What to do – All lines holding the word "graph" should be located in the records and copied.

Data extracts –

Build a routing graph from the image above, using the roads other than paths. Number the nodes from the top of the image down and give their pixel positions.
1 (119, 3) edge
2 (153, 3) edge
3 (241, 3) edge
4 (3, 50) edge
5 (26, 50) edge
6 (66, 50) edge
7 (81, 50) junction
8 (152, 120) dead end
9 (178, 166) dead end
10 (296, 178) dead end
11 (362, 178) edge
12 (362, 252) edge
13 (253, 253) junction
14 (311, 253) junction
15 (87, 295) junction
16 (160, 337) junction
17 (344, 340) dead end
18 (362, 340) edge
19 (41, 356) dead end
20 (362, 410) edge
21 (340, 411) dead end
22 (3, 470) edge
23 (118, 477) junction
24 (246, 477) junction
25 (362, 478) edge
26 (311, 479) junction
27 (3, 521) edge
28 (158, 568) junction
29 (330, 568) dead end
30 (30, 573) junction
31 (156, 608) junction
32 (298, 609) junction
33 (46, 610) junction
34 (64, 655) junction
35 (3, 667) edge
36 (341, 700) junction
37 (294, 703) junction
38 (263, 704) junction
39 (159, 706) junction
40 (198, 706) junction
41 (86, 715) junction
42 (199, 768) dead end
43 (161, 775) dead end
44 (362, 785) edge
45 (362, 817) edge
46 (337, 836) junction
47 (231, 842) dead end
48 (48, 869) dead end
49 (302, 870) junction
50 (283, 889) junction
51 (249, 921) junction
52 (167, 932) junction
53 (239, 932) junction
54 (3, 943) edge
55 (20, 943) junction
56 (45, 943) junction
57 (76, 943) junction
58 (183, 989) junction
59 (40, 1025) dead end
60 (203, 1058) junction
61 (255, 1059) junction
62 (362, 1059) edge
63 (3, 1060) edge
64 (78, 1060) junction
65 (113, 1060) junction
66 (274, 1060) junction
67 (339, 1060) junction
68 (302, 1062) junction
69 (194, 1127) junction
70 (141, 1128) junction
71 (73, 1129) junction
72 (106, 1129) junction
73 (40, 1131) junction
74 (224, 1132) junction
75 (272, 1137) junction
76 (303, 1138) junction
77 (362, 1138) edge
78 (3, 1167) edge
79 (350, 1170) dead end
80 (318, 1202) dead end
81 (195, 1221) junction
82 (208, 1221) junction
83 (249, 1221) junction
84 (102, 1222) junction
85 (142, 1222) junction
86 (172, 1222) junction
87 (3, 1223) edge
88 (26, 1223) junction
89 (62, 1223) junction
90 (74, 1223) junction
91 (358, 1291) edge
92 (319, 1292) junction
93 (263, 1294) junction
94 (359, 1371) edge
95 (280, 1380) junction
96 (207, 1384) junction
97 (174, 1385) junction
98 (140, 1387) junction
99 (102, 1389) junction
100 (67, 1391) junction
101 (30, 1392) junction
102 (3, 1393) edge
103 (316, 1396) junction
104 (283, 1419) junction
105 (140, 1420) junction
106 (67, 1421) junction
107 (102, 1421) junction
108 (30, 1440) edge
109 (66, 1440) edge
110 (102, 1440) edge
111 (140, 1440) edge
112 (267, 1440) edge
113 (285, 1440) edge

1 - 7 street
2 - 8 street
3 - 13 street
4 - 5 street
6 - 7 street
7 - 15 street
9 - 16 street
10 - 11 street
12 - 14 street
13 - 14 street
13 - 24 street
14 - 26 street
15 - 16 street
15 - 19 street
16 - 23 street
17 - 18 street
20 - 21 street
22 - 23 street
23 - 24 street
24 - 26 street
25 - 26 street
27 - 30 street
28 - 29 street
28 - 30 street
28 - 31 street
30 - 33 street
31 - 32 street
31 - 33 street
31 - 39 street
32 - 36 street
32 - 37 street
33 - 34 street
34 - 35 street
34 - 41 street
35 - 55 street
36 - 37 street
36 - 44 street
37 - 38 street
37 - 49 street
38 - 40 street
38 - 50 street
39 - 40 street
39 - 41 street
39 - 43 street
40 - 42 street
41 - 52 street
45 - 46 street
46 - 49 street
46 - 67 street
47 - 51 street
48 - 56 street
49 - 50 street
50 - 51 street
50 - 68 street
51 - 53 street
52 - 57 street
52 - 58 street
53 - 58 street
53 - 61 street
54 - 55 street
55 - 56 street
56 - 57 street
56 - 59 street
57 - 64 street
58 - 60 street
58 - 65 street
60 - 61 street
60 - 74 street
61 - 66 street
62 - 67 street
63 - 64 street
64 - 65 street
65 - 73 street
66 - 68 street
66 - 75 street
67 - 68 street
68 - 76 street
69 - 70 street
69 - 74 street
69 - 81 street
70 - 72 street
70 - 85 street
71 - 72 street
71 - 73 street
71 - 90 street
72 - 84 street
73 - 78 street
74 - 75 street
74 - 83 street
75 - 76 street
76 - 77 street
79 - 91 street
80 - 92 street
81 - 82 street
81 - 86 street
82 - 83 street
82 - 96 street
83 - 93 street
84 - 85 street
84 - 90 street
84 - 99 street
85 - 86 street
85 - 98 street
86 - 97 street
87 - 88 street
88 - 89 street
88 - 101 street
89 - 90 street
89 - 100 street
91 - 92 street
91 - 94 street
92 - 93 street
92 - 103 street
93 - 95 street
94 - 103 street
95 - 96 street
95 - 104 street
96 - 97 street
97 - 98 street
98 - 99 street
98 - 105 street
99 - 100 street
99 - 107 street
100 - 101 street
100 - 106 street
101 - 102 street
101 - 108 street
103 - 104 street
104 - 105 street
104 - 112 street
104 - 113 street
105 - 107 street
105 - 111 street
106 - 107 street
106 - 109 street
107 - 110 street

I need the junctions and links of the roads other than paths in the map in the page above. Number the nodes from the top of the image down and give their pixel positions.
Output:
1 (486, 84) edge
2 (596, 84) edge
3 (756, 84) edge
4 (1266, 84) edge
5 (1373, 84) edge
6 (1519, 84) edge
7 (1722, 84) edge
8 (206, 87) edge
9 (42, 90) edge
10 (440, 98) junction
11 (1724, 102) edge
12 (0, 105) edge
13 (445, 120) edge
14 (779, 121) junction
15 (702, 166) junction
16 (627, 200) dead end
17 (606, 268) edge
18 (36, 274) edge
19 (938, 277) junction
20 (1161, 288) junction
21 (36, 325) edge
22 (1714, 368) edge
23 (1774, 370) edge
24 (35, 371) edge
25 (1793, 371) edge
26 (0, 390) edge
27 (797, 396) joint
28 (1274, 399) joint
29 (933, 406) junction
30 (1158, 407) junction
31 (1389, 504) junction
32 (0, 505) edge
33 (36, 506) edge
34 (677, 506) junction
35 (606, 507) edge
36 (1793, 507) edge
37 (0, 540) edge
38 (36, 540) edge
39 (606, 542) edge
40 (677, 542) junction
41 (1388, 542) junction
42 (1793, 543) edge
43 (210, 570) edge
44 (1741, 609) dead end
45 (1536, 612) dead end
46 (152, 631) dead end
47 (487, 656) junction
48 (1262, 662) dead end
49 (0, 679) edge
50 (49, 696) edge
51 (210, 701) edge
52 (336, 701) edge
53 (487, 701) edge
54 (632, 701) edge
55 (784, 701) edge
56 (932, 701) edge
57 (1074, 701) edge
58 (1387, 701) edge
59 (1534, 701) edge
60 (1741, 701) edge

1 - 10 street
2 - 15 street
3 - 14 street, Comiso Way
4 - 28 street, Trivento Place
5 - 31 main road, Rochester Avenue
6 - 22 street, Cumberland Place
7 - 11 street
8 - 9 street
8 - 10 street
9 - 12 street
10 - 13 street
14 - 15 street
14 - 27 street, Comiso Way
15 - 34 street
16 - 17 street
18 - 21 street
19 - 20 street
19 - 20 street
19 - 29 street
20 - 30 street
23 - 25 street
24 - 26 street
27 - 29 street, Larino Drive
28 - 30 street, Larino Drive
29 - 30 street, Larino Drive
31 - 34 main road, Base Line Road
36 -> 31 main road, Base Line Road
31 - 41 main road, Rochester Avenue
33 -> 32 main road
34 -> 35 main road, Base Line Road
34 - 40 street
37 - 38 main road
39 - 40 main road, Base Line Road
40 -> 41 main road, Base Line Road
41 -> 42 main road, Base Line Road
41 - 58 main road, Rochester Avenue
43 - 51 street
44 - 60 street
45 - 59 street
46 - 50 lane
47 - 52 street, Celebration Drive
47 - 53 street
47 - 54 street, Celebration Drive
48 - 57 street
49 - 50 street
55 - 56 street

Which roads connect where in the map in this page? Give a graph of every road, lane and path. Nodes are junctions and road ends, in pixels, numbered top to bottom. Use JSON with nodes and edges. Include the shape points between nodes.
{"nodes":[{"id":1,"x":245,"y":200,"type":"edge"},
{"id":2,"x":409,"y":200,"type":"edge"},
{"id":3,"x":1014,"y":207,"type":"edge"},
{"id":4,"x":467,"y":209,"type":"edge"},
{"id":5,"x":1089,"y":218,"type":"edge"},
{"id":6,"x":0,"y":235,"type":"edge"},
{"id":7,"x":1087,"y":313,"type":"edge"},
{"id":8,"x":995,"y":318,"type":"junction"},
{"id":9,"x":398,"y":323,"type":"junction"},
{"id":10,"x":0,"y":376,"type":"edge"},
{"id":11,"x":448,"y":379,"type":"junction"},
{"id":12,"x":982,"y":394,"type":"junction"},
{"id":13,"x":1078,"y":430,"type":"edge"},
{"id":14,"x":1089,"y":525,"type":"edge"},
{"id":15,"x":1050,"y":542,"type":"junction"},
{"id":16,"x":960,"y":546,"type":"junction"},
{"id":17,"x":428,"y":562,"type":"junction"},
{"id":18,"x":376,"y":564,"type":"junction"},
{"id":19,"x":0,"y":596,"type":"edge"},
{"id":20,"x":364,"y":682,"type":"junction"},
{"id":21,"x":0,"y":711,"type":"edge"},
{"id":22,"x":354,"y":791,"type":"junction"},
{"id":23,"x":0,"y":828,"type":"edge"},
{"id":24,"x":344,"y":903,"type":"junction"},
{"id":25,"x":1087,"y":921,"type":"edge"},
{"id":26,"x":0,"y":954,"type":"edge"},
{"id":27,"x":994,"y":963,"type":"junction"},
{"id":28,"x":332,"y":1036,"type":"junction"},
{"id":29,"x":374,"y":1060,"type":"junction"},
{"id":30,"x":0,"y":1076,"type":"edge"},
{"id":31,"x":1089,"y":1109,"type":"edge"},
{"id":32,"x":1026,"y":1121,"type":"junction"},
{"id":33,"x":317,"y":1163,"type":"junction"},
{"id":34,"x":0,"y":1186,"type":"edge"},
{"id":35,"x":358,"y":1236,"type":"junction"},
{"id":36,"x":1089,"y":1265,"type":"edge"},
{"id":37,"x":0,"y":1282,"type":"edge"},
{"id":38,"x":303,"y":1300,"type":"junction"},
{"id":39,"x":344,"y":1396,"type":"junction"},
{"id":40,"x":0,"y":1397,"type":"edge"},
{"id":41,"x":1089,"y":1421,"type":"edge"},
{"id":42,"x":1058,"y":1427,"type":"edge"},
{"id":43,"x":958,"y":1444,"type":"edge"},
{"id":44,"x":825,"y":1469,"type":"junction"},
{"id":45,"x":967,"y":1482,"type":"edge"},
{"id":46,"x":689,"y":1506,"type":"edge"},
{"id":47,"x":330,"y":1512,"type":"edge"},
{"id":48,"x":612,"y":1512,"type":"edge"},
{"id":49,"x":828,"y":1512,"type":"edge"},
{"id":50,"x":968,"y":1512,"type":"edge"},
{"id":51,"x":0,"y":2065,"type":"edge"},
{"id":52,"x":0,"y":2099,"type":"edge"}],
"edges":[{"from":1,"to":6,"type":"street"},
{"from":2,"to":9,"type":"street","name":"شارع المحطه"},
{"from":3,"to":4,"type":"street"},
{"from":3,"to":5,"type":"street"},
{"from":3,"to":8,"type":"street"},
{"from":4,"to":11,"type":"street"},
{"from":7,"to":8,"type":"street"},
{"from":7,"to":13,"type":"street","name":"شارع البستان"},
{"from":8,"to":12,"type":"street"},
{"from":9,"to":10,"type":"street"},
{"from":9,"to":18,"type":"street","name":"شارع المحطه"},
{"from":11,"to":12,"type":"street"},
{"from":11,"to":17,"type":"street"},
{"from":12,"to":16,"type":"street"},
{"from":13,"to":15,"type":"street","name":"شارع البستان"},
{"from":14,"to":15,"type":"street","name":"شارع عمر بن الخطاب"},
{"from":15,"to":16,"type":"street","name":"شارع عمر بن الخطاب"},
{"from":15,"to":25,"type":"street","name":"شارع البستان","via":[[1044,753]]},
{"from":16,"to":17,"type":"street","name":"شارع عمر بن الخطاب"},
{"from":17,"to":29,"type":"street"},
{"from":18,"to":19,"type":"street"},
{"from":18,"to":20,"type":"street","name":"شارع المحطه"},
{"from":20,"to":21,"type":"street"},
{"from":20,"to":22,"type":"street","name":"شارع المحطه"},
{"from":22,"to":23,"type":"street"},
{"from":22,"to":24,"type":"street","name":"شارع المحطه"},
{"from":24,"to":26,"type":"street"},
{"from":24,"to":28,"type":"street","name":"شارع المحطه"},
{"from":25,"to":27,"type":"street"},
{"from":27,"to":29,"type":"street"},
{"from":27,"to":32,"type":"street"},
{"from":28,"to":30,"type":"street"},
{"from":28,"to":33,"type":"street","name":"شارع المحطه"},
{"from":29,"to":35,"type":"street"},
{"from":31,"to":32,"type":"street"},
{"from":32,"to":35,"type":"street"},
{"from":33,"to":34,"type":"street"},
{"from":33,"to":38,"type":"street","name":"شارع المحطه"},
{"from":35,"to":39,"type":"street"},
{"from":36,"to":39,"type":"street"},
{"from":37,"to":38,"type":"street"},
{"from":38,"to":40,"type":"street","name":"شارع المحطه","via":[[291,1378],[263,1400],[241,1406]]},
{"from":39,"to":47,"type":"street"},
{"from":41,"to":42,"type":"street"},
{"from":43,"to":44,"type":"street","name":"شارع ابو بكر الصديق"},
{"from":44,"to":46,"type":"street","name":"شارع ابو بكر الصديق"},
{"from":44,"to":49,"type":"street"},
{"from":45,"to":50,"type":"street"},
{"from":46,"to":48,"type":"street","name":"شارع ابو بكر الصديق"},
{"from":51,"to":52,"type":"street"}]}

Output of the exercise –
Build a routing graph from the image above, using the roads other than paths. Number the nodes from the top of the image down and give their pixel positions.
Which roads connect where in the map in this page? Give a graph of every road, lane and path. Nodes are junctions and road ends, in pixels, numbered top to bottom. Use JSON with nodes and edges. Include the shape points between nodes.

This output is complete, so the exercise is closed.